StackGAN(1/4)発明の概要

はぐれ弁理士 PA Tora-O です。今回のテーマとして、敵対的生成ネットワーク(GAN)ベースのデータ変換処理の一手法である StackGAN を題材に取り上げます。

背景

生成モデルのバリエーション(Variants)の1つとして、テキスト文章の内容に沿った画像を生成する “Text-to-Image Transfer” が挙げられます。先行技術として、例えば、Scott Reed 氏らによる GAN-INT-CLS があります。

【図1】Text-to-Image Transferの一例

出展:Generative Adversarial Text to Image Synthesis

この GAN-INT-CLS は、[1]損失関数の改良(GAN-INT)、[2]学習アルゴリズムの改良(GAN-CLS)を組み合わせた手法です。今回は、これらの特徴事項には触れずに、ネットワーク構造のみを説明します。
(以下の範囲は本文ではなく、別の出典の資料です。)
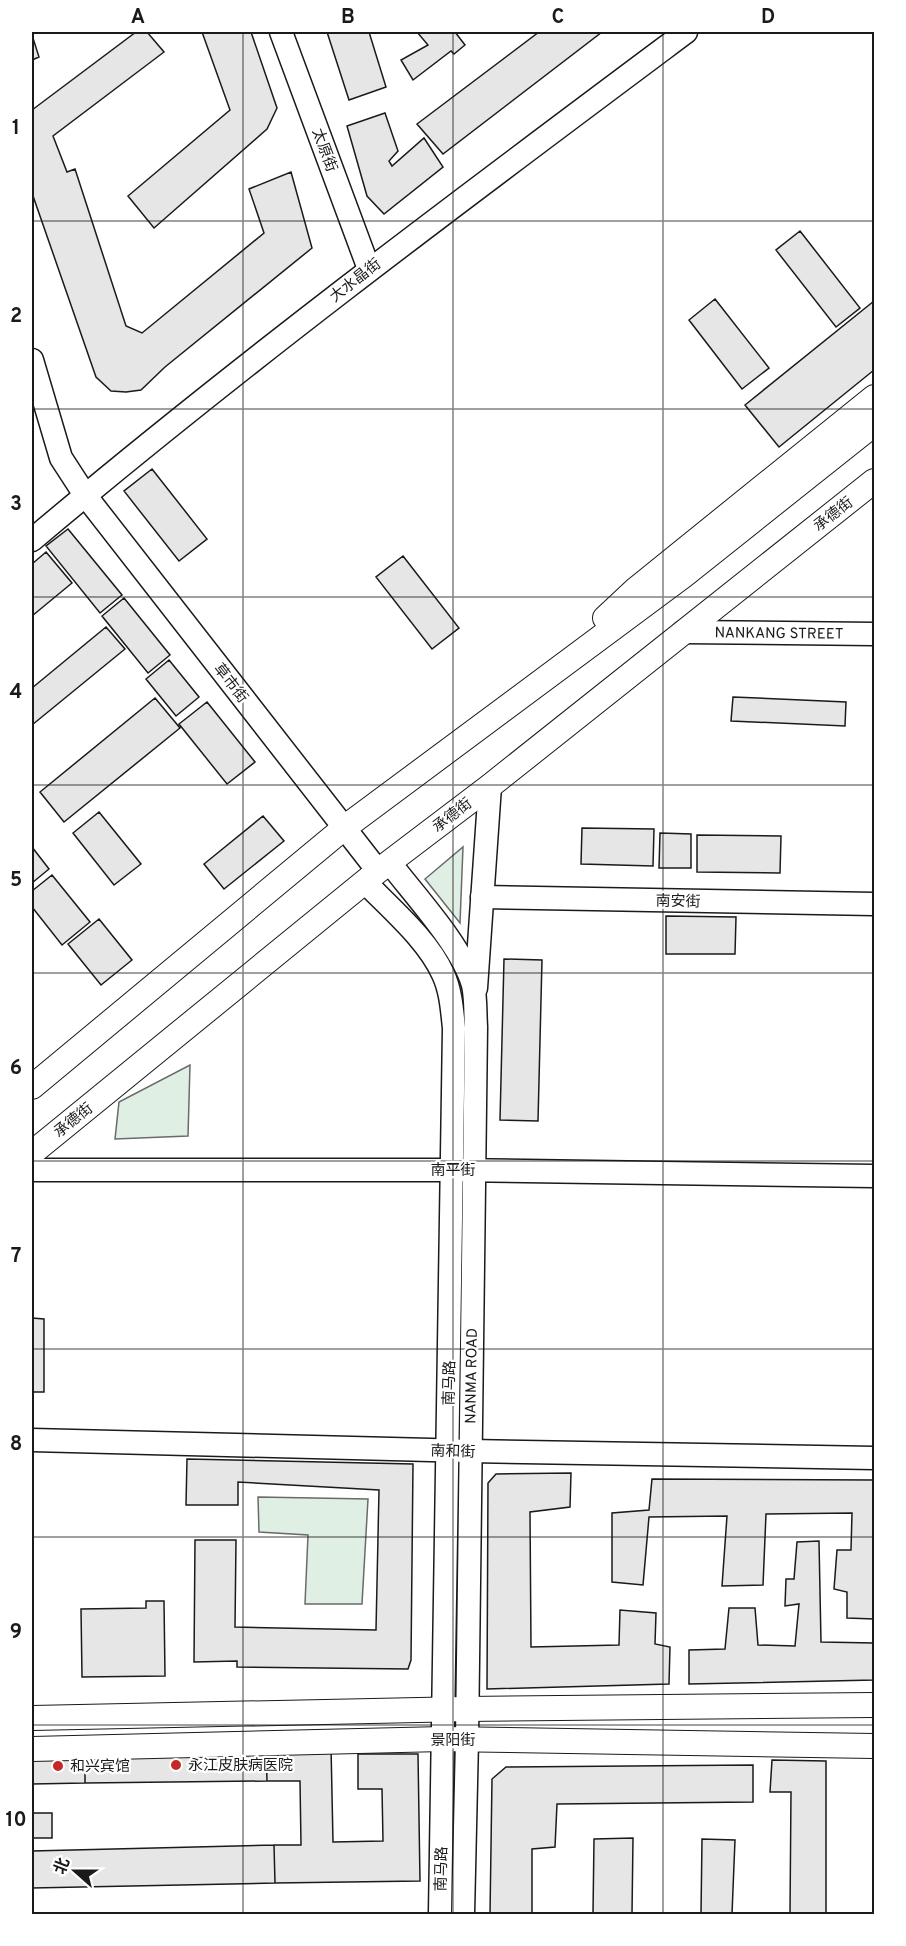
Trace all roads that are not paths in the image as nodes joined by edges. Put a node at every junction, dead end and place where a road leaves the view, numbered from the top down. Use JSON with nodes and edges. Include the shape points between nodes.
{"nodes":[{"id":1,"x":281,"y":32,"type":"edge"},
{"id":2,"x":686,"y":32,"type":"edge"},
{"id":3,"x":369,"y":269,"type":"junction"},
{"id":4,"x":32,"y":360,"type":"edge"},
{"id":5,"x":874,"y":397,"type":"edge"},
{"id":6,"x":874,"y":424,"type":"edge"},
{"id":7,"x":874,"y":481,"type":"edge"},
{"id":8,"x":85,"y":495,"type":"junction"},
{"id":9,"x":32,"y":540,"type":"edge"},
{"id":10,"x":683,"y":632,"type":"junction"},
{"id":11,"x":874,"y":634,"type":"edge"},
{"id":12,"x":491,"y":721,"type":"junction"},
{"id":13,"x":490,"y":786,"type":"junction"},
{"id":14,"x":344,"y":828,"type":"junction"},
{"id":15,"x":378,"y":872,"type":"junction"},
{"id":16,"x":482,"y":897,"type":"junction"},
{"id":17,"x":874,"y":904,"type":"edge"},
{"id":18,"x":475,"y":1011,"type":"junction"},
{"id":19,"x":32,"y":1087,"type":"edge"},
{"id":20,"x":32,"y":1153,"type":"edge"},
{"id":21,"x":32,"y":1170,"type":"edge"},
{"id":22,"x":463,"y":1170,"type":"junction"},
{"id":23,"x":874,"y":1176,"type":"edge"},
{"id":24,"x":32,"y":1440,"type":"edge"},
{"id":25,"x":459,"y":1451,"type":"junction"},
{"id":26,"x":874,"y":1458,"type":"edge"},
{"id":27,"x":874,"y":1705,"type":"edge"},
{"id":28,"x":455,"y":1710,"type":"junction"},
{"id":29,"x":32,"y":1718,"type":"edge"},
{"id":30,"x":443,"y":1739,"type":"junction"},
{"id":31,"x":467,"y":1740,"type":"junction"},
{"id":32,"x":874,"y":1746,"type":"edge"},
{"id":33,"x":32,"y":1749,"type":"edge"},
{"id":34,"x":440,"y":1914,"type":"edge"},
{"id":35,"x":463,"y":1914,"type":"edge"}],
"edges":[{"from":1,"to":3,"type":"street","name":"太原街"},
{"from":2,"to":3,"type":"street","name":"大水晶街"},
{"from":3,"to":8,"type":"street","name":"大水晶街"},
{"from":4,"to":8,"type":"street","name":"草市街","via":[[61,458]]},
{"from":5,"to":12,"type":"main road","via":[[636,589]]},
{"from":6,"to":12,"type":"main road","via":[[683,576]]},
{"from":7,"to":10,"type":"main road","name":"承德街"},
{"from":8,"to":9,"type":"street","name":"大水晶街"},
{"from":8,"to":14,"type":"street","name":"草市街"},
{"from":10,"to":11,"type":"street","name":"NANKANG STREET"},
{"from":10,"to":13,"type":"main road","name":"承德街"},
{"from":12,"to":14,"type":"main road"},
{"from":13,"to":15,"type":"main road","name":"承德街"},
{"from":13,"to":16,"type":"street"},
{"from":14,"to":15,"type":"street","name":"草市街"},
{"from":14,"to":19,"type":"main road"},
{"from":15,"to":18,"type":"street","name":"NANMA ROAD","via":[[452,944],[474,988]]},
{"from":15,"to":20,"type":"main road","name":"承德街"},
{"from":15,"to":22,"type":"street","via":[[436,960],[452,1002]]},
{"from":16,"to":17,"type":"street","name":"南安街"},
{"from":16,"to":18,"type":"street"},
{"from":18,"to":22,"type":"street","name":"NANMA ROAD"},
{"from":21,"to":22,"type":"street","name":"南平街"},
{"from":22,"to":23,"type":"street","name":"南平街"},
{"from":22,"to":25,"type":"street","name":"NANMA ROAD"},
{"from":24,"to":25,"type":"street","name":"南和街"},
{"from":25,"to":26,"type":"street","name":"南和街"},
{"from":25,"to":28,"type":"street","name":"NANMA ROAD"},
{"from":27,"to":28,"type":"main road","name":"景阳街"},
{"from":28,"to":29,"type":"main road","name":"景阳街"},
{"from":28,"to":30,"type":"street","name":"南马路"},
{"from":28,"to":31,"type":"street","name":"NANMA ROAD"},
{"from":30,"to":31,"type":"main road","name":"景阳街"},
{"from":30,"to":33,"type":"main road","name":"景阳街"},
{"from":30,"to":34,"type":"street","name":"南马路"},
{"from":31,"to":32,"type":"main road","name":"景阳街"},
{"from":31,"to":35,"type":"street","name":"NANMA ROAD"}]}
注目すべきは、やはり本モデルもCGAN(Conditional GAN)を踏襲している点です。あと、テキスト文章を符号化した後のテキスト特徴量(青色で図示)の入力方法にも特徴があります。生成器(Generator)の場合では、テキスト特徴量は、ノイズベクトルと連結させた状態で入力されます。一方、弁別器(Discriminator)の場合では、テキスト特徴量は、畳み込みニューラルネットワーク(CNN)で得られた画像特徴量と連結させた状態で入力されます。

問題の所在

ところで、画像は、多値(8ビットの場合は、256通り)の中から選択し得る画素値を有する多数の画素(例えば、100×100画素)からなるデータであり、場合によっては複数のカラーチャンネル(RGB)をもっています。すなわち、“Text-to-Image Transfer” において、変換後の画像データは、変換前のテキストデータと比べて圧倒的に情報量が多いと言えます。この場合、生成器の学習能力に限界があって高解像度の画像を生成することができない、という問題がありました。

解決手段

そこで、GANをstackしたモデルである StackGAN が Han Zhang 氏らによって提案されました。まずは、生成後の画像を比較してみます。

【図2】生成結果の比較

図2の「上段」がテキスト文章、「中段」が GAN-INT-CLS による画像、「下段」が StackGAN による画像をそれぞれ示しています。例えば、最も左側の画像は、次のテキスト文章から生成されました。

This flower has a lot of small purple petals in a dome-like configuration
(この花は、ドーム状の構成で小さな紫色の花びらが沢山あります)

【図3】生成結果の比較(やや拡大版)

図2のサイズでは両者の違いが分かりにくいと思いますので、もう少しだけ画像を拡大してみます。このように、StackGAN の導入によって高解像度の画像を生成することができました。

 

以上、今回(第1回)は、StackGAN の概要について説明しました。次回(第2回)は、StackGAN の実施例について説明します。